_WORK REQUIRED_. Repeat the data below exactly, dropping any pictures it holds.
*** RECORDS FOR PROCESSING Section Begins ***
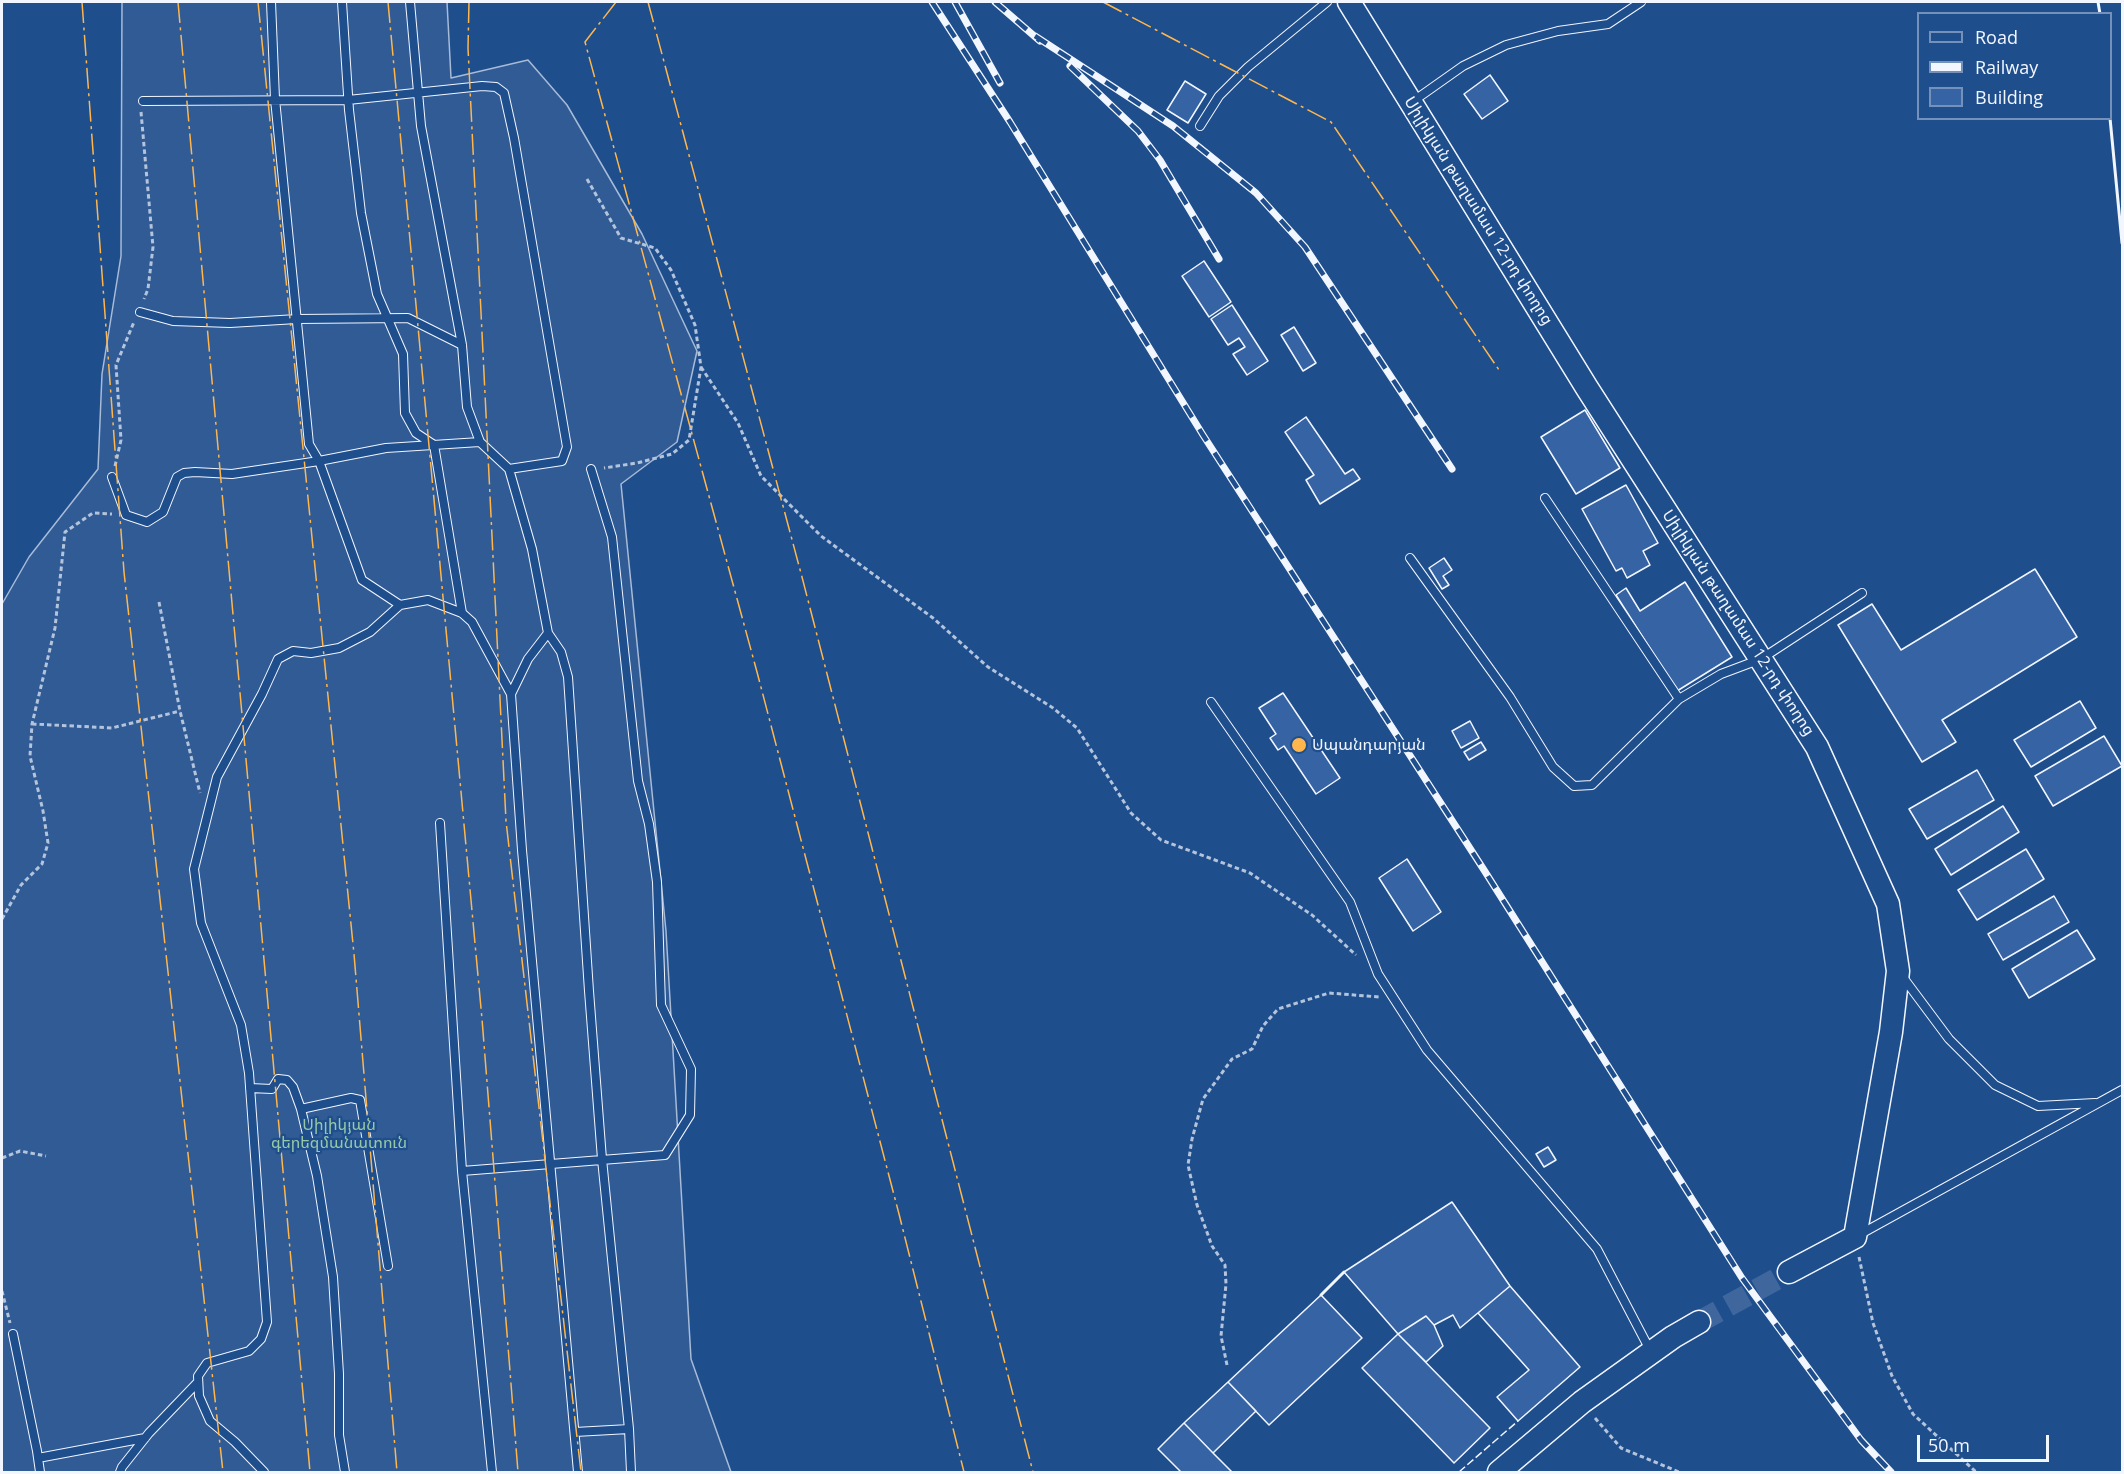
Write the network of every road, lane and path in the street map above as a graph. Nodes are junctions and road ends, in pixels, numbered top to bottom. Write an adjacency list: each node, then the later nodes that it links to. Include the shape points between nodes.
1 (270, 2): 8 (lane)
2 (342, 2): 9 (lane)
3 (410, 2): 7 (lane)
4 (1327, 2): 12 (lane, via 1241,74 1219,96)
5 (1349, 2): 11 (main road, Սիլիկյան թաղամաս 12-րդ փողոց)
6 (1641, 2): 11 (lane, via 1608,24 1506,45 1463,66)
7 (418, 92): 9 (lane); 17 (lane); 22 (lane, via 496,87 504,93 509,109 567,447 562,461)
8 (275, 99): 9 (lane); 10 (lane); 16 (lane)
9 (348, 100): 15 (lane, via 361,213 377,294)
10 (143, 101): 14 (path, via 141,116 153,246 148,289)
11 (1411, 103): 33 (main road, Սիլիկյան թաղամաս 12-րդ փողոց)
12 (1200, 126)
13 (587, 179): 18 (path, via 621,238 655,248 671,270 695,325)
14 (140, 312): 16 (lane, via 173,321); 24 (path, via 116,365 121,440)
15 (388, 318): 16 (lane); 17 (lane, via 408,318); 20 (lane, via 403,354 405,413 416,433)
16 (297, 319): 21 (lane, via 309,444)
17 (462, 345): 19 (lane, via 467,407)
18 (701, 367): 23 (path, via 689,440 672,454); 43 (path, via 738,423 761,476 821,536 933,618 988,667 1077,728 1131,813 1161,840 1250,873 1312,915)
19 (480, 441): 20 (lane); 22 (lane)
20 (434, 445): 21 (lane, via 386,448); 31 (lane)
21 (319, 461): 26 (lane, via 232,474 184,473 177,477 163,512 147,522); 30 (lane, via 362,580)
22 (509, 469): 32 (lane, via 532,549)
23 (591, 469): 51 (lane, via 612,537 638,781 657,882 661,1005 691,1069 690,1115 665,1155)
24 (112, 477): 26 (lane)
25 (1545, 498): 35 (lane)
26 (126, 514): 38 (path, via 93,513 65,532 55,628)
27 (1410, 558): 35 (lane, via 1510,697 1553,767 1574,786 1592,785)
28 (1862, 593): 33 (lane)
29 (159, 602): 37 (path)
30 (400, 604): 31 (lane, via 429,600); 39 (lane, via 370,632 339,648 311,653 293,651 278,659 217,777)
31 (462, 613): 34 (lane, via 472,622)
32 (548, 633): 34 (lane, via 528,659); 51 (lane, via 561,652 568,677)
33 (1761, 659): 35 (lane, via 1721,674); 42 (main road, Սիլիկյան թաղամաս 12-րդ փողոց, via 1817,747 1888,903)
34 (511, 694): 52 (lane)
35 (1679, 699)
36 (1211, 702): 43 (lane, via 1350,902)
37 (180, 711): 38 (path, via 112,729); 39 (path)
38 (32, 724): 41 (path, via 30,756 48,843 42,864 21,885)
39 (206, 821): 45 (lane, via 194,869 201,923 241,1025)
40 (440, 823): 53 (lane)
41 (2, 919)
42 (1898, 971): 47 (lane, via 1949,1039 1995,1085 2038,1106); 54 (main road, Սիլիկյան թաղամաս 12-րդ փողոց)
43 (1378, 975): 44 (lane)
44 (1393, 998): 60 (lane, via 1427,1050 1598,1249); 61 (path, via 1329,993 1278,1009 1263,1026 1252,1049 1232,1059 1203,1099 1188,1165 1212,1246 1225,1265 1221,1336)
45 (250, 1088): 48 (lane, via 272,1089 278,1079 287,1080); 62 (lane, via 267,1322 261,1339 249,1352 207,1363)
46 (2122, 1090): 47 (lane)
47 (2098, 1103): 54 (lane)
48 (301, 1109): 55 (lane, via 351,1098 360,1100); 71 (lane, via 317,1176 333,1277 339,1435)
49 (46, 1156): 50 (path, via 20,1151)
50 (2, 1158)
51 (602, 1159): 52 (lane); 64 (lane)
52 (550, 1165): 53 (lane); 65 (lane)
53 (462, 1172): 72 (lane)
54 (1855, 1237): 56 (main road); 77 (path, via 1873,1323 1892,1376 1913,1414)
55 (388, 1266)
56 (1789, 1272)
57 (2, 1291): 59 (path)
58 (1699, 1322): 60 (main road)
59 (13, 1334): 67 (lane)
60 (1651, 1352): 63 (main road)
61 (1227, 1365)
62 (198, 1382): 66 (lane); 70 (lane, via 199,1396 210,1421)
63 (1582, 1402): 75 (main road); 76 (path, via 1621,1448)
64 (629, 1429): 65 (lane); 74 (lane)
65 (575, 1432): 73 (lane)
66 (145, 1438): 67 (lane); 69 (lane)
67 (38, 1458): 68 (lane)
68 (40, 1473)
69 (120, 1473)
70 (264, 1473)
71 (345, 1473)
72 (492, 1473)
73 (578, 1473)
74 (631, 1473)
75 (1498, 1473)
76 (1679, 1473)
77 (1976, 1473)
*** RECORDS FOR PROCESSING Section Ends ***
_EXERCISE RESULT_.
Write the network of every road, lane and path in the street map above as a graph. Nodes are junctions and road ends, in pixels, numbered top to bottom. Write an adjacency list: each node, then the later nodes that it links to. Include the shape points between nodes.
1 (270, 2): 8 (lane)
2 (342, 2): 9 (lane)
3 (410, 2): 7 (lane)
4 (1327, 2): 12 (lane, via 1241,74 1219,96)
5 (1349, 2): 11 (main road, Սիլիկյան թաղամաս 12-րդ փողոց)
6 (1641, 2): 11 (lane, via 1608,24 1506,45 1463,66)
7 (418, 92): 9 (lane); 17 (lane); 22 (lane, via 496,87 504,93 509,109 567,447 562,461)
8 (275, 99): 9 (lane); 10 (lane); 16 (lane)
9 (348, 100): 15 (lane, via 361,213 377,294)
10 (143, 101): 14 (path, via 141,116 153,246 148,289)
11 (1411, 103): 33 (main road, Սիլիկյան թաղամաս 12-րդ փողոց)
12 (1200, 126)
13 (587, 179): 18 (path, via 621,238 655,248 671,270 695,325)
14 (140, 312): 16 (lane, via 173,321); 24 (path, via 116,365 121,440)
15 (388, 318): 16 (lane); 17 (lane, via 408,318); 20 (lane, via 403,354 405,413 416,433)
16 (297, 319): 21 (lane, via 309,444)
17 (462, 345): 19 (lane, via 467,407)
18 (701, 367): 23 (path, via 689,440 672,454); 43 (path, via 738,423 761,476 821,536 933,618 988,667 1077,728 1131,813 1161,840 1250,873 1312,915)
19 (480, 441): 20 (lane); 22 (lane)
20 (434, 445): 21 (lane, via 386,448); 31 (lane)
21 (319, 461): 26 (lane, via 232,474 184,473 177,477 163,512 147,522); 30 (lane, via 362,580)
22 (509, 469): 32 (lane, via 532,549)
23 (591, 469): 51 (lane, via 612,537 638,781 657,882 661,1005 691,1069 690,1115 665,1155)
24 (112, 477): 26 (lane)
25 (1545, 498): 35 (lane)
26 (126, 514): 38 (path, via 93,513 65,532 55,628)
27 (1410, 558): 35 (lane, via 1510,697 1553,767 1574,786 1592,785)
28 (1862, 593): 33 (lane)
29 (159, 602): 37 (path)
30 (400, 604): 31 (lane, via 429,600); 39 (lane, via 370,632 339,648 311,653 293,651 278,659 217,777)
31 (462, 613): 34 (lane, via 472,622)
32 (548, 633): 34 (lane, via 528,659); 51 (lane, via 561,652 568,677)
33 (1761, 659): 35 (lane, via 1721,674); 42 (main road, Սիլիկյան թաղամաս 12-րդ փողոց, via 1817,747 1888,903)
34 (511, 694): 52 (lane)
35 (1679, 699)
36 (1211, 702): 43 (lane, via 1350,902)
37 (180, 711): 38 (path, via 112,729); 39 (path)
38 (32, 724): 41 (path, via 30,756 48,843 42,864 21,885)
39 (206, 821): 45 (lane, via 194,869 201,923 241,1025)
40 (440, 823): 53 (lane)
41 (2, 919)
42 (1898, 971): 47 (lane, via 1949,1039 1995,1085 2038,1106); 54 (main road, Սիլիկյան թաղամաս 12-րդ փողոց)
43 (1378, 975): 44 (lane)
44 (1393, 998): 60 (lane, via 1427,1050 1598,1249); 61 (path, via 1329,993 1278,1009 1263,1026 1252,1049 1232,1059 1203,1099 1188,1165 1212,1246 1225,1265 1221,1336)
45 (250, 1088): 48 (lane, via 272,1089 278,1079 287,1080); 62 (lane, via 267,1322 261,1339 249,1352 207,1363)
46 (2122, 1090): 47 (lane)
47 (2098, 1103): 54 (lane)
48 (301, 1109): 55 (lane, via 351,1098 360,1100); 71 (lane, via 317,1176 333,1277 339,1435)
49 (46, 1156): 50 (path, via 20,1151)
50 (2, 1158)
51 (602, 1159): 52 (lane); 64 (lane)
52 (550, 1165): 53 (lane); 65 (lane)
53 (462, 1172): 72 (lane)
54 (1855, 1237): 56 (main road); 77 (path, via 1873,1323 1892,1376 1913,1414)
55 (388, 1266)
56 (1789, 1272)
57 (2, 1291): 59 (path)
58 (1699, 1322): 60 (main road)
59 (13, 1334): 67 (lane)
60 (1651, 1352): 63 (main road)
61 (1227, 1365)
62 (198, 1382): 66 (lane); 70 (lane, via 199,1396 210,1421)
63 (1582, 1402): 75 (main road); 76 (path, via 1621,1448)
64 (629, 1429): 65 (lane); 74 (lane)
65 (575, 1432): 73 (lane)
66 (145, 1438): 67 (lane); 69 (lane)
67 (38, 1458): 68 (lane)
68 (40, 1473)
69 (120, 1473)
70 (264, 1473)
71 (345, 1473)
72 (492, 1473)
73 (578, 1473)
74 (631, 1473)
75 (1498, 1473)
76 (1679, 1473)
77 (1976, 1473)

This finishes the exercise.